Ao usar a linguagem, em suas diversas formas, o homem participa
ativamente da construção de significados. É através do discurso que se pode resistir e
mudar esses significados, pois, além de representar práticas sociais, a língua é também
capaz de criar, influenciar ou modificar uma determinada realidade social. Conforme
Fairclough (2001), debater a construção das práticas discursivas e a relação entre elas
pode tanto favorecer a reprodução do sujeito social quanto a sua transformação.
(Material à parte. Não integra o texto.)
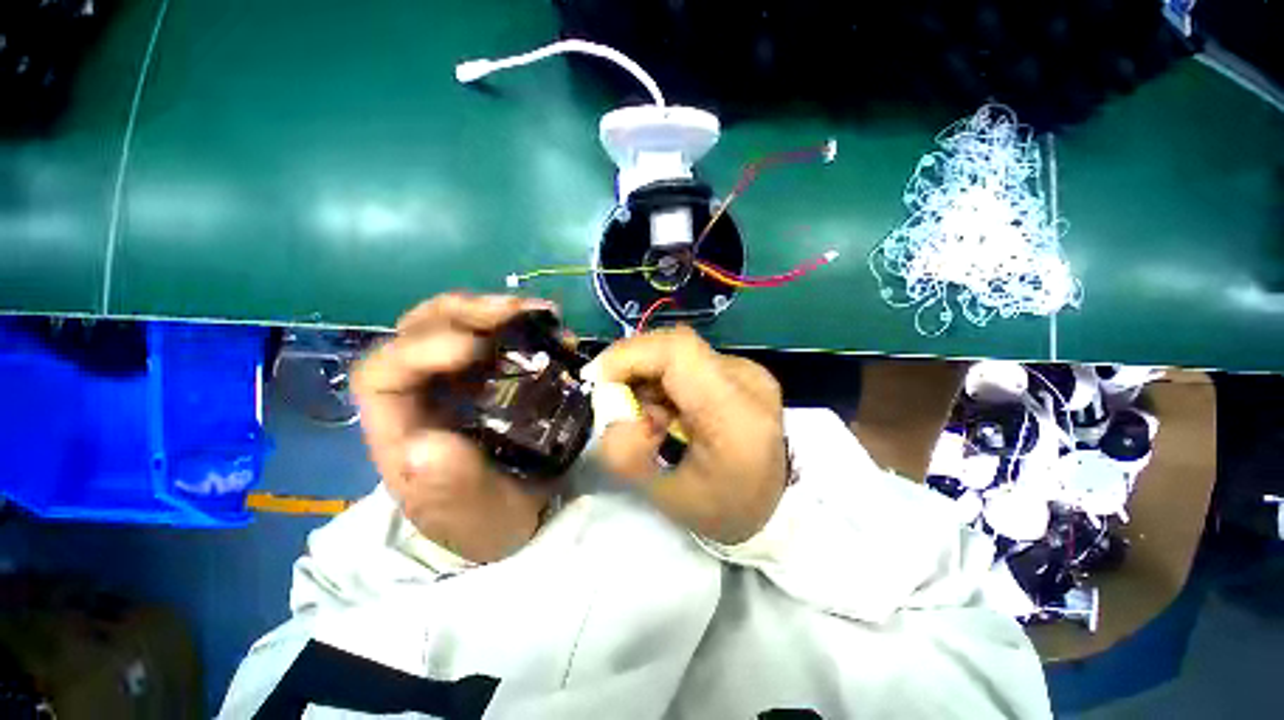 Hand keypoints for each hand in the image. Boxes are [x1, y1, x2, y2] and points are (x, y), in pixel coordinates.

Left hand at [352, 293, 559, 563]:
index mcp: (401, 430)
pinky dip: (519, 325)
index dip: (420, 349)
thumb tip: (425, 442)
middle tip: (511, 311)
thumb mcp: (475, 518)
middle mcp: (423, 395)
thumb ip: (450, 488)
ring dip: (493, 311)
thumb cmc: (489, 522)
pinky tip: (548, 326)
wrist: (519, 517)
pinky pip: (495, 337)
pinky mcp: (490, 377)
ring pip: (454, 324)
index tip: (474, 348)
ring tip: (537, 312)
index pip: (383, 375)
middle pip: (417, 332)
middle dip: (461, 313)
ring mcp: (457, 381)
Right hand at [587, 326, 786, 543]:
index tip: (598, 380)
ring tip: (648, 417)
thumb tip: (609, 412)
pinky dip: (665, 379)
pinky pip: (691, 361)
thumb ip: (626, 454)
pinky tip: (667, 410)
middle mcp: (748, 381)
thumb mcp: (664, 496)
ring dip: (649, 377)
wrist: (773, 508)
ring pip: (680, 352)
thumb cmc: (721, 510)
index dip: (630, 355)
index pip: (678, 352)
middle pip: (675, 346)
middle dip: (633, 368)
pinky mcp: (744, 372)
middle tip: (617, 404)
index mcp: (735, 415)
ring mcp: (749, 372) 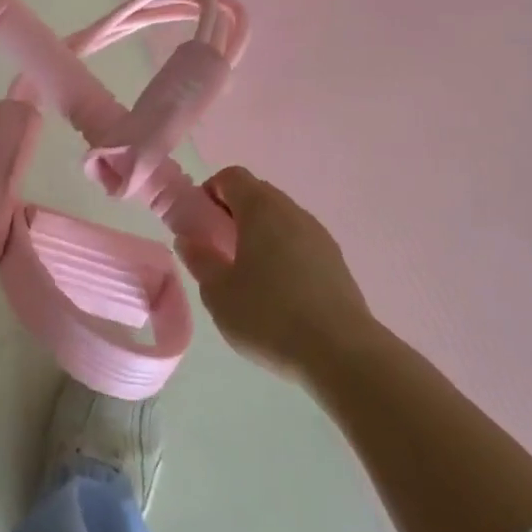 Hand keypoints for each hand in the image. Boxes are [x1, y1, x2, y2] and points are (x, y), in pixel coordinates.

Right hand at [175, 166, 381, 380]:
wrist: (342, 354)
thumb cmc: (269, 315)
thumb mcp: (218, 293)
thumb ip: (200, 260)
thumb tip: (189, 240)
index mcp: (261, 208)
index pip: (231, 177)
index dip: (209, 192)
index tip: (199, 224)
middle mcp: (292, 211)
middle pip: (257, 194)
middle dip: (233, 213)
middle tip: (217, 248)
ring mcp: (319, 235)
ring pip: (280, 219)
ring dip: (259, 234)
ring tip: (247, 275)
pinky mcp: (336, 262)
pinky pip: (299, 242)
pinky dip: (282, 253)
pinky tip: (277, 292)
Por
isso, deve-se optar sempre por refletir criticamente sobre os discursos existentes.
Ainda de acordo com Fairclough (2001), a linguagem é uma forma de
prática social imprescindível nas lutas de poder. Logo, ao se propor uma análise crítica
do discurso transmitido por essa indústria de entretenimento, especificamente, do
supracitado grupo musical, visa-se mostrar quais são os discursos enraizados na
mentalidade popular sobre a figura feminina, e alertar para a contribuição negativa que
esse tipo de juízo de valor acarreta para a gradual depreciação da mulher.
Optou-se pela utilização da Análise Crítica do Discurso (ACD) como
conduta teórica e prática para desencadeamento desta pesquisa, por proporcionar tanto
uma teoria quanto um método de análise das práticas sociais. Conforme Fairclough
(2003):
A ACD é uma forma de ciência crítica que foi concebida como ciência
social destinada a identificar os problemas que as pessoas enfrentam
em decorrência de formas particulares da vida social e destinada,
igualmente, a desenvolver recursos de que as pessoas podem se valer a
fim de abordar e superar esses problemas (tradução nossa).
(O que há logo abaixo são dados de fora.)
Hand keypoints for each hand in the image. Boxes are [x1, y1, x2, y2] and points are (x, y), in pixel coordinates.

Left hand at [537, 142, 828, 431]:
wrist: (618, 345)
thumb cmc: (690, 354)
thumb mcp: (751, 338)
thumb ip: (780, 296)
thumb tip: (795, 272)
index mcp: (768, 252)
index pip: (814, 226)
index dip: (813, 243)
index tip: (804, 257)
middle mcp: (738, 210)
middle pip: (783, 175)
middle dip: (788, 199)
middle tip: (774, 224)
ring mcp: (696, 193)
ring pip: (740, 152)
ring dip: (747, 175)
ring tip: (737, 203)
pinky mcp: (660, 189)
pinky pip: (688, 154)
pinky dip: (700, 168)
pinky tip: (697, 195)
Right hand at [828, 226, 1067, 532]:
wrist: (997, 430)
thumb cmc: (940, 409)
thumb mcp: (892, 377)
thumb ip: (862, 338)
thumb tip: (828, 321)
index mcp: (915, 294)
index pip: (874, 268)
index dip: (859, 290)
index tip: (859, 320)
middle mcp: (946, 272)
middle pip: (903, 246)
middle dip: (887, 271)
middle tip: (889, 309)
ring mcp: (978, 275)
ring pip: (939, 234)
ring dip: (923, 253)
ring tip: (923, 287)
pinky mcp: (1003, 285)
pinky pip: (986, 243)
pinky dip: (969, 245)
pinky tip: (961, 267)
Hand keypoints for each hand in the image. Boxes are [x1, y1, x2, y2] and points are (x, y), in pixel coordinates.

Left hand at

Em síntese, pode-se afirmar que o estudo das relações entre linguagem e
poder serve para comprovar cientificamente que os sujeitos sociais são moldados pelas
práticas discursivas, mas também são capazes de remodelar e reestruturar essas práticas.
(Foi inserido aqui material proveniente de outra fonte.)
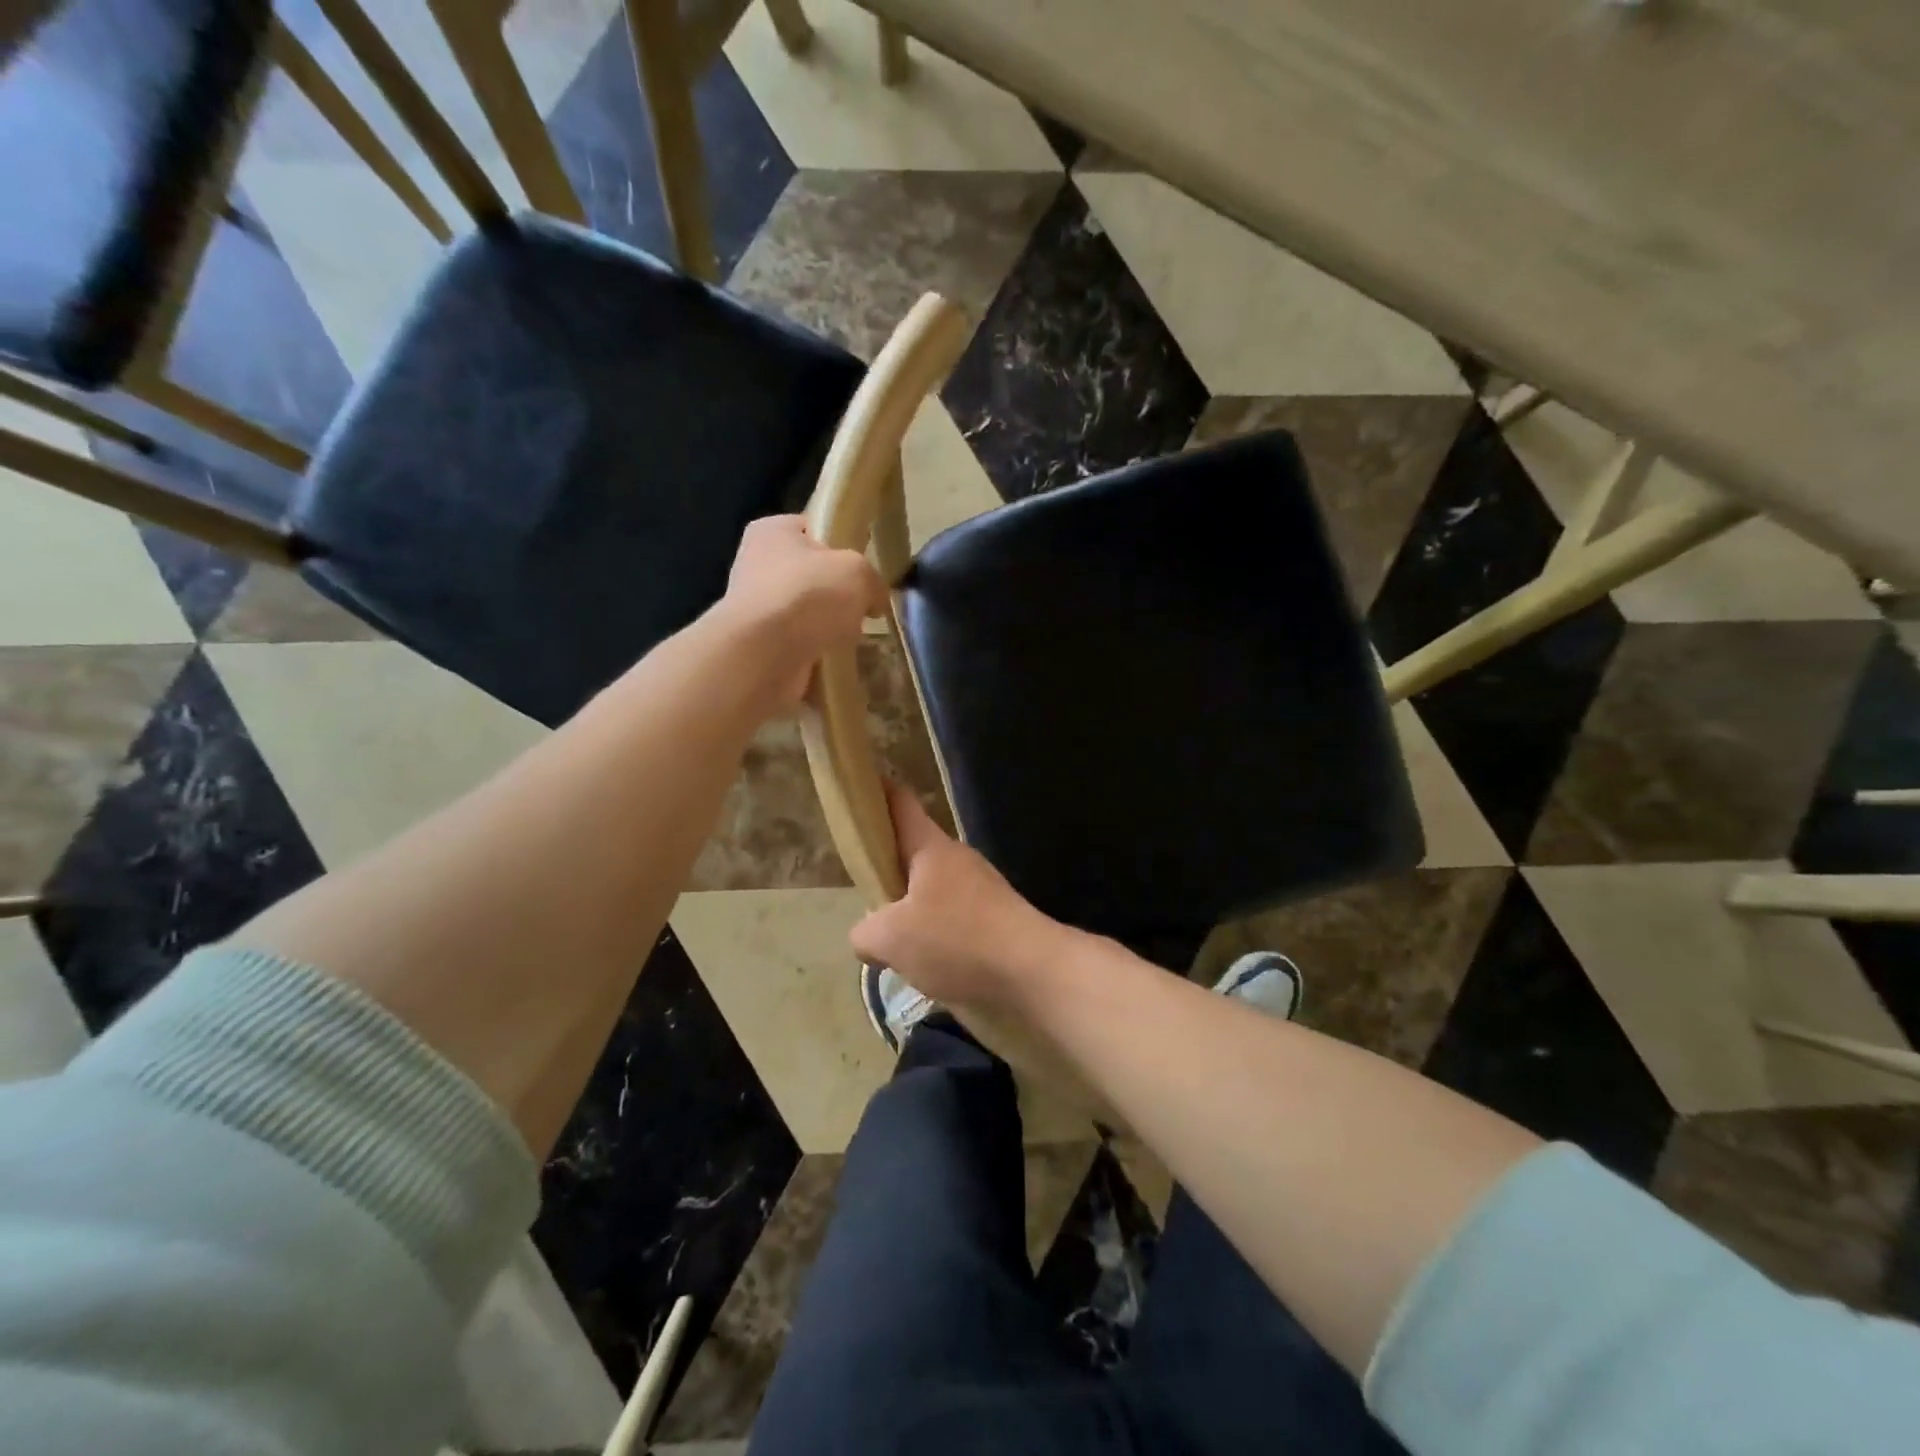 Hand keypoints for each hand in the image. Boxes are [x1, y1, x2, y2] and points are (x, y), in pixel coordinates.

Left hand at [717, 515, 886, 707]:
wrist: (765, 655)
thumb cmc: (809, 596)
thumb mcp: (858, 572)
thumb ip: (873, 580)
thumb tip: (873, 600)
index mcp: (773, 530)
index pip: (813, 529)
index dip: (843, 547)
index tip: (864, 570)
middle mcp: (755, 563)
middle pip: (811, 575)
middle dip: (836, 594)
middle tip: (862, 608)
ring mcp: (753, 606)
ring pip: (805, 613)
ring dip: (827, 627)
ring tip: (850, 638)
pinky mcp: (756, 644)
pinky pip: (798, 644)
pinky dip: (816, 653)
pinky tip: (832, 659)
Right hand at [850, 784, 1070, 1008]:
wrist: (1033, 971)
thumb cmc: (956, 940)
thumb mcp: (891, 940)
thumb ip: (865, 932)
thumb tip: (868, 934)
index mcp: (931, 848)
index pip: (900, 802)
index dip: (876, 793)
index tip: (856, 793)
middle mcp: (958, 858)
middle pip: (914, 853)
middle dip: (889, 872)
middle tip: (867, 899)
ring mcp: (982, 886)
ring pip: (934, 890)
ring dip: (914, 912)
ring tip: (897, 945)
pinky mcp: (999, 916)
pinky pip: (956, 918)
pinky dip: (940, 935)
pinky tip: (932, 965)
2 O PAPEL SOCIAL DO GÊNERO FEMININO
As diferenças de gênero na organização social da vida privada e pública
indicam, historicamente, os papéis sociais do homem e da mulher. Às mulheres sempre
coube o cuidado com o lar e os filhos, e aos homens o sustento financeiro da família. Ao
longo dos séculos esse quadro modificou-se parcialmente, pois a mulher também
começou a contribuir para o orçamento doméstico. Porém, ao mesmo tempo em que
trabalha fora de casa, ela também é a única responsável pelas tarefas domésticas, visto
que a educação moral da prole e os cuidados com a criação, normalmente, ainda se
restringem ao gênero feminino, cabendo ao homem apenas ser o provedor financeiro
dos filhos.
No âmbito da organização social da vida privada, nota-se também que o
exercício da sexualidade do gênero feminino é diferenciado do masculino. Apesar de já
poder escolher se quer ter filhos ou não (através do uso de métodos contraceptivos), de
ser permitida a escolha de seu parceiro para o casamento, as mulheres ainda não
possuem a liberdade social de envolver-se com diversos homens e ainda assim manter
uma reputação honrada. Por outro lado, para os homens, a diversidade de parceiras é
importante para seu prestígio perante a sociedade.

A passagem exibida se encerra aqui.